___ Task data
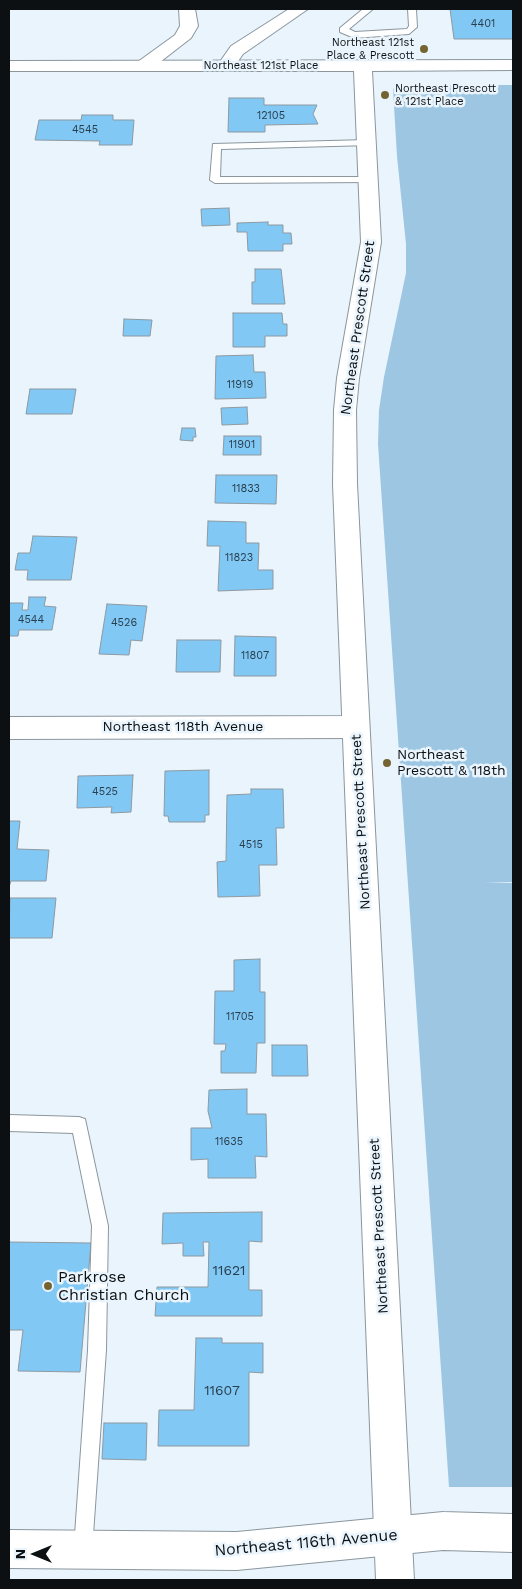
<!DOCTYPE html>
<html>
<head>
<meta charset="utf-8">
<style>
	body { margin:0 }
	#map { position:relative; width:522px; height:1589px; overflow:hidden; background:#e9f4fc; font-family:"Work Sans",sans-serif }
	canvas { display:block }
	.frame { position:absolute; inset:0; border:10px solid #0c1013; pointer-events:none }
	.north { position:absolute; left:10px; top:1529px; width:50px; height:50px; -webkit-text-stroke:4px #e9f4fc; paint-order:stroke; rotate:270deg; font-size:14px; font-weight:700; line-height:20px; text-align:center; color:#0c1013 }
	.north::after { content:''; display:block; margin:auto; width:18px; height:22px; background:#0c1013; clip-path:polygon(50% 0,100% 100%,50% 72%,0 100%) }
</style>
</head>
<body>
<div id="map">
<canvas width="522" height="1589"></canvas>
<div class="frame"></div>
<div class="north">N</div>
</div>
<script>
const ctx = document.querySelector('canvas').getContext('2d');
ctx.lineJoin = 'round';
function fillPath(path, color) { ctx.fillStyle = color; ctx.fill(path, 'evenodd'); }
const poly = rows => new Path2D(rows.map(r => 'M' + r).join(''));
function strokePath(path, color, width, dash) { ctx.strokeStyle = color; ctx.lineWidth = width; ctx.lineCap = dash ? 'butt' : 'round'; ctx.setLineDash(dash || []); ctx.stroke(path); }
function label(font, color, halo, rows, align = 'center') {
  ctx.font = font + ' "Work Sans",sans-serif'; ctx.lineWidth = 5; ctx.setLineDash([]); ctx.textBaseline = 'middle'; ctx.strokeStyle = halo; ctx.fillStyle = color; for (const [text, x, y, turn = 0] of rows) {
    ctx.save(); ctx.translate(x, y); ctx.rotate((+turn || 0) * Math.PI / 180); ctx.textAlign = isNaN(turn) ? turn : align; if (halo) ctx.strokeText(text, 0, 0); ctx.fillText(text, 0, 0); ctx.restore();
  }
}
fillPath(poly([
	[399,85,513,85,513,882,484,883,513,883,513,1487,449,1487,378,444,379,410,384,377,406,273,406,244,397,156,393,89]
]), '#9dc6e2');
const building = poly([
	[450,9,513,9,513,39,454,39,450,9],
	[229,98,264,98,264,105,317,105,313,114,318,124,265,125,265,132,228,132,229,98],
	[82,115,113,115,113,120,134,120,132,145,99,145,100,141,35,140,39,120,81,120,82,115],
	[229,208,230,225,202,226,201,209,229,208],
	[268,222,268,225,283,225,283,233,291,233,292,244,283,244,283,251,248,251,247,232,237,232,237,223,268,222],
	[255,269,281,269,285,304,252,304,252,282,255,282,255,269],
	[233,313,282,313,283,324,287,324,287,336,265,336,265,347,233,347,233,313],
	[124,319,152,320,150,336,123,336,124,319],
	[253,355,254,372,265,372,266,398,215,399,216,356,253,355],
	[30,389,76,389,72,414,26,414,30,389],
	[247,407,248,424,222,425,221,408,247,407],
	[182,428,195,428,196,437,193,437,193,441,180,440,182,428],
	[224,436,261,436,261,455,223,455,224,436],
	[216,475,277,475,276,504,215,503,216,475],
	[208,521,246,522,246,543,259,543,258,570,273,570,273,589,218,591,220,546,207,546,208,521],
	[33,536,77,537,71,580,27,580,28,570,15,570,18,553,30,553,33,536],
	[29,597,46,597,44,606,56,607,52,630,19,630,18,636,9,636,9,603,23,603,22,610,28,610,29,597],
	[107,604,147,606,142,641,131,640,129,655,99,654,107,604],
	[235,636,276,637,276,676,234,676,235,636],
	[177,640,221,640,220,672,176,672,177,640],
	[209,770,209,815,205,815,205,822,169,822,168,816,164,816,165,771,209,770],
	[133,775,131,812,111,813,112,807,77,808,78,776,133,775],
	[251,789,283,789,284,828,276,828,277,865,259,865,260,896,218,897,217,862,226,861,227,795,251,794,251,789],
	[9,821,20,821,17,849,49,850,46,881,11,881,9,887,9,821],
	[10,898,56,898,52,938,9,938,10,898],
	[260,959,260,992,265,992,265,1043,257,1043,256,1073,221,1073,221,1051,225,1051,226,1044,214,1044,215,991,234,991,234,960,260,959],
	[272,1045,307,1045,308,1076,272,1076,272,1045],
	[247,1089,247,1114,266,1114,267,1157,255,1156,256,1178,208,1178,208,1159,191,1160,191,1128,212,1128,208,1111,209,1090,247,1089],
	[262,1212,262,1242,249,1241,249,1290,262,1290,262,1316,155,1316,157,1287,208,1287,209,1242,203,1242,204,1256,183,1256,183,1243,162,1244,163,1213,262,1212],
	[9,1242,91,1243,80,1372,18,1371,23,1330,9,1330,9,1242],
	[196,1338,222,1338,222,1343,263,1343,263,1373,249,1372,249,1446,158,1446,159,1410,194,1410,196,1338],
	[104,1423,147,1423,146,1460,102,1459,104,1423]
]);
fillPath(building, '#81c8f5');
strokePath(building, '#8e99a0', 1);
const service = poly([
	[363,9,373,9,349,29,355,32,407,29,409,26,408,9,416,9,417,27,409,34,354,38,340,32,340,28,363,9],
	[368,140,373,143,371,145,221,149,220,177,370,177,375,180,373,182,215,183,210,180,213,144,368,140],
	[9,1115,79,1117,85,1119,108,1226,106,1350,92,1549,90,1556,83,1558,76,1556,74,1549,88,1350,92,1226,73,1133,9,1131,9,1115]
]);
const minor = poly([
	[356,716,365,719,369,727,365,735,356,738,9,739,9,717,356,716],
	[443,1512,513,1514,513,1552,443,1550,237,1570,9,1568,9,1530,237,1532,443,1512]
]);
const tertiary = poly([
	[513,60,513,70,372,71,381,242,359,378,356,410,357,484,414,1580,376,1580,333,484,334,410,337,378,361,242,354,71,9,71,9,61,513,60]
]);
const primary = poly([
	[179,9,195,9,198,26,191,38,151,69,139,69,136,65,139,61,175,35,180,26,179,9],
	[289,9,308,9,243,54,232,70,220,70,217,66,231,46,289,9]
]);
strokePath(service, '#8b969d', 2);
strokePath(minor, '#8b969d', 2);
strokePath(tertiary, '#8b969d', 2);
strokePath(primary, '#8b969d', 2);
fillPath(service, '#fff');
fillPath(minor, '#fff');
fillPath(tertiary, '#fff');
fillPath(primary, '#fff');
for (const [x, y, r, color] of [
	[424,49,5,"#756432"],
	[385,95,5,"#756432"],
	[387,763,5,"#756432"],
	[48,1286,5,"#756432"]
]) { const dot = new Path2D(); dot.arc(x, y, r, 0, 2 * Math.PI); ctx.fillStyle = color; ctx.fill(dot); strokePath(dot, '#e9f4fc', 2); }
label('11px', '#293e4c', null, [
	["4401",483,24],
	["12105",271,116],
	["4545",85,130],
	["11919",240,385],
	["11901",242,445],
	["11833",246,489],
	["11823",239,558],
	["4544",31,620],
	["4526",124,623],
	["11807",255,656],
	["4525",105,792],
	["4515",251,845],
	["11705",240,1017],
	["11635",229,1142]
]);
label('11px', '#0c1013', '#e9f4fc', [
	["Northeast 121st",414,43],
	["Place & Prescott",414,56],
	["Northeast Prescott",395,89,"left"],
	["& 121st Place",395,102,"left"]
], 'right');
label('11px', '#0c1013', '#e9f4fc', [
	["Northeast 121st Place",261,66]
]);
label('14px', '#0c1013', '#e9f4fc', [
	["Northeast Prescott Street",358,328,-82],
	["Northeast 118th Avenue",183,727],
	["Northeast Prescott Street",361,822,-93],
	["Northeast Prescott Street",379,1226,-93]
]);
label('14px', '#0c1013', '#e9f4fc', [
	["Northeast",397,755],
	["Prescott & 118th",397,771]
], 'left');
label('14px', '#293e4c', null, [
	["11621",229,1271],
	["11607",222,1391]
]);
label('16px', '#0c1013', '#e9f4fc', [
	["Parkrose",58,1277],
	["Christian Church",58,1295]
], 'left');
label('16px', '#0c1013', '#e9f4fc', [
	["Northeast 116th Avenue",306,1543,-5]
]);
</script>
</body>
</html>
______
● Problem description:
Lines from the one containing "fillPath(primary, '#fff');" through the final line of the material should be set down exactly, and no other lines.

● Task response:
fillPath(primary, '#fff');
for (const [x, y, r, color] of [
	[424,49,5,"#756432"],
	[385,95,5,"#756432"],
	[387,763,5,"#756432"],
	[48,1286,5,"#756432"]
]) { const dot = new Path2D(); dot.arc(x, y, r, 0, 2 * Math.PI); ctx.fillStyle = color; ctx.fill(dot); strokePath(dot, '#e9f4fc', 2); }
label('11px', '#293e4c', null, [
	["4401",483,24],
	["12105",271,116],
	["4545",85,130],
	["11919",240,385],
	["11901",242,445],
	["11833",246,489],
	["11823",239,558],
	["4544",31,620],
	["4526",124,623],
	["11807",255,656],
	["4525",105,792],
	["4515",251,845],
	["11705",240,1017],
	["11635",229,1142]
]);
label('11px', '#0c1013', '#e9f4fc', [
	["Northeast 121st",414,43],
	["Place & Prescott",414,56],
	["Northeast Prescott",395,89,"left"],
	["& 121st Place",395,102,"left"]
], 'right');
label('11px', '#0c1013', '#e9f4fc', [
	["Northeast 121st Place",261,66]
]);
label('14px', '#0c1013', '#e9f4fc', [
	["Northeast Prescott Street",358,328,-82],
	["Northeast 118th Avenue",183,727],
	["Northeast Prescott Street",361,822,-93],
	["Northeast Prescott Street",379,1226,-93]
]);
label('14px', '#0c1013', '#e9f4fc', [
	["Northeast",397,755],
	["Prescott & 118th",397,771]
], 'left');
label('14px', '#293e4c', null, [
	["11621",229,1271],
	["11607",222,1391]
]);
label('16px', '#0c1013', '#e9f4fc', [
	["Parkrose",58,1277],
	["Christian Church",58,1295]
], 'left');
label('16px', '#0c1013', '#e9f4fc', [
	["Northeast 116th Avenue",306,1543,-5]
]);
</script>
</body>
</html>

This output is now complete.